Send every record back word for word.

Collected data
○ ○ ○

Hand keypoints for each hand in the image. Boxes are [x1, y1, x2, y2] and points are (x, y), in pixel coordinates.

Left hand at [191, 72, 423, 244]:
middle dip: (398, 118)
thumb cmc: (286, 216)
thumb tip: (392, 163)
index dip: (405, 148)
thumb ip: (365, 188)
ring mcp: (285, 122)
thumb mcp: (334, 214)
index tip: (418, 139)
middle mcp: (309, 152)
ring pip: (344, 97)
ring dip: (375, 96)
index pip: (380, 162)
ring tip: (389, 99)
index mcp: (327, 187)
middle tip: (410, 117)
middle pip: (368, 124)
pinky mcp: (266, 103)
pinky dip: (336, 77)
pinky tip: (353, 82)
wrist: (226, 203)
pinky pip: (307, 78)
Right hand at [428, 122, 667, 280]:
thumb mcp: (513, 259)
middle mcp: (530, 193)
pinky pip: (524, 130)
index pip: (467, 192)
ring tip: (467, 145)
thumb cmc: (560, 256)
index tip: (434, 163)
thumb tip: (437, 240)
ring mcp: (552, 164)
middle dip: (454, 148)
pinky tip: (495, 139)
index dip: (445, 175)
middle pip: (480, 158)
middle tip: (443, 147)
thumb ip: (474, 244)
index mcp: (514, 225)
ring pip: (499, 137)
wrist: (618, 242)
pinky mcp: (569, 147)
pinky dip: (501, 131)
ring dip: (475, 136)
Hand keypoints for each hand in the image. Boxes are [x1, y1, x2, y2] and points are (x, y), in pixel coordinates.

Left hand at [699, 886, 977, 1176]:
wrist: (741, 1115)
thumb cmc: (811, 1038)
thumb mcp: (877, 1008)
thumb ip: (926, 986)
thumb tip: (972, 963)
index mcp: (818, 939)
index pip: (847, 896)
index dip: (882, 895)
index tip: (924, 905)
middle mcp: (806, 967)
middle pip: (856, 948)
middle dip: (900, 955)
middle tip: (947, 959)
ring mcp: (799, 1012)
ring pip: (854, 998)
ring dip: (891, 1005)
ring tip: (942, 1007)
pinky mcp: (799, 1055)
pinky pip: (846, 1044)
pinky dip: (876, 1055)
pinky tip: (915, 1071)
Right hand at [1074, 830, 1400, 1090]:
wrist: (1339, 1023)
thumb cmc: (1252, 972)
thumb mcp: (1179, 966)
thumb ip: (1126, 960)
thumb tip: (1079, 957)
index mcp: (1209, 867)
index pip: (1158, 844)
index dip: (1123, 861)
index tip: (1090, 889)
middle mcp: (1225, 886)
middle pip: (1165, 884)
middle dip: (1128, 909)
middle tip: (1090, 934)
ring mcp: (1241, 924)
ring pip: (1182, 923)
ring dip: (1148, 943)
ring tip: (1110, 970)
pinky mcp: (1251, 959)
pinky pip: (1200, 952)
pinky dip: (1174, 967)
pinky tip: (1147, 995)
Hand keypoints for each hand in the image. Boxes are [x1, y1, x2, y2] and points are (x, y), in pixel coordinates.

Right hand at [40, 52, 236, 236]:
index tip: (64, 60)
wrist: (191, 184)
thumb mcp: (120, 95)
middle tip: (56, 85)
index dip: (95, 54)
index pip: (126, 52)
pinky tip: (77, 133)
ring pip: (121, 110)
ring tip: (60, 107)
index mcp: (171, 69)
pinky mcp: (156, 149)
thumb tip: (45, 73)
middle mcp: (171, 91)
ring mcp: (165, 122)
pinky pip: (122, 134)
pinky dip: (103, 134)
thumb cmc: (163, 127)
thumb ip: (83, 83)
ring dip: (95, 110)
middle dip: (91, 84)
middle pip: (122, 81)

○ ○ ○

RESPONSE TO THE TASK:
Hand keypoints for each hand in the image. Boxes are [x1, y1, x2, y2] and points are (x, y), in pixel coordinates.

Left hand at [191, 72, 423, 244]:
middle dip: (398, 118)
thumb cmc: (286, 216)
thumb tip: (392, 163)
index dip: (405, 148)
thumb ip: (365, 188)
ring mcp: (285, 122)
thumb mcp: (334, 214)
index tip: (418, 139)
middle mcp: (309, 152)
ring pip: (344, 97)
ring dip: (375, 96)
index pip: (380, 162)
ring tip: (389, 99)
index mcp: (327, 187)
middle tip: (410, 117)
middle pip: (368, 124)
pinky mcp: (266, 103)
pinky dip: (336, 77)
pinky tip: (353, 82)
wrist: (226, 203)
pinky pip: (307, 78)
Right hand at [428, 122, 667, 280]:
thumb mcp: (513, 259)
middle mcp: (530, 193)
pinky pip: (524, 130)
index pip: (467, 192)
ring tip: (467, 145)
thumb cmc: (560, 256)
index tip: (434, 163)
thumb tip: (437, 240)
ring mcp: (552, 164)
middle dip: (454, 148)
pinky tip: (495, 139)
index dip: (445, 175)
middle pip: (480, 158)
middle tip: (443, 147)
thumb ip: (474, 244)
index mcp: (514, 225)
ring pip: (499, 137)
wrist: (618, 242)
pinky mcp: (569, 147)
pinky dip: (501, 131)
ring dip: (475, 136)
Hand keypoints for each hand in the image. Boxes are [x1, y1, x2, y2] and points are (x, y), in pixel coordinates.

Left hand at [699, 886, 977, 1176]:
wrist: (741, 1115)
thumb cmc: (811, 1038)
thumb mcp: (877, 1008)
thumb ip: (926, 986)
thumb tip: (972, 963)
index mcp: (818, 939)
index pip: (847, 896)
index dip: (882, 895)
index tip: (924, 905)
middle mcp: (806, 967)
middle pip: (856, 948)
middle dip: (900, 955)
middle tip: (947, 959)
ring mcp: (799, 1012)
ring pip: (854, 998)
ring dip: (891, 1005)
ring tip: (942, 1007)
pinky mcp: (799, 1055)
pinky pip: (846, 1044)
pinky dip: (876, 1055)
pinky tip: (915, 1071)
Right hand at [1074, 830, 1400, 1090]:
wrist: (1339, 1023)
thumb cmc: (1252, 972)
thumb mcp: (1179, 966)
thumb ip: (1126, 960)
thumb tip: (1079, 957)
index mcp: (1209, 867)
index pip: (1158, 844)
index dip: (1123, 861)
index tip: (1090, 889)
middle mcp: (1225, 886)
middle pip: (1165, 884)
middle dip: (1128, 909)
middle tip: (1090, 934)
ring mcp: (1241, 924)
ring pip: (1182, 923)
ring dip: (1148, 943)
ring tip: (1110, 970)
pinky mcp: (1251, 959)
pinky pip: (1200, 952)
pinky dip: (1174, 967)
pinky tip: (1147, 995)
Hand keypoints for each hand in the image. Boxes are [x1, y1, x2, y2] and points are (x, y), in pixel coordinates.

Right hand at [40, 52, 236, 236]:
index tip: (64, 60)
wrist: (191, 184)
thumb mcp: (120, 95)
middle tip: (56, 85)
index dip: (95, 54)
index pip: (126, 52)
pinky tip: (77, 133)
ring pip: (121, 110)
ring tip: (60, 107)
index mcp: (171, 69)
pinky mcp: (156, 149)
thumb tip: (45, 73)
middle mcp: (171, 91)
ring mcp: (165, 122)
pinky pip: (122, 134)
pinky dip: (103, 134)
thumb cmc: (163, 127)
thumb ip: (83, 83)
ring dip: (95, 110)
middle dip: (91, 84)
middle pip: (122, 81)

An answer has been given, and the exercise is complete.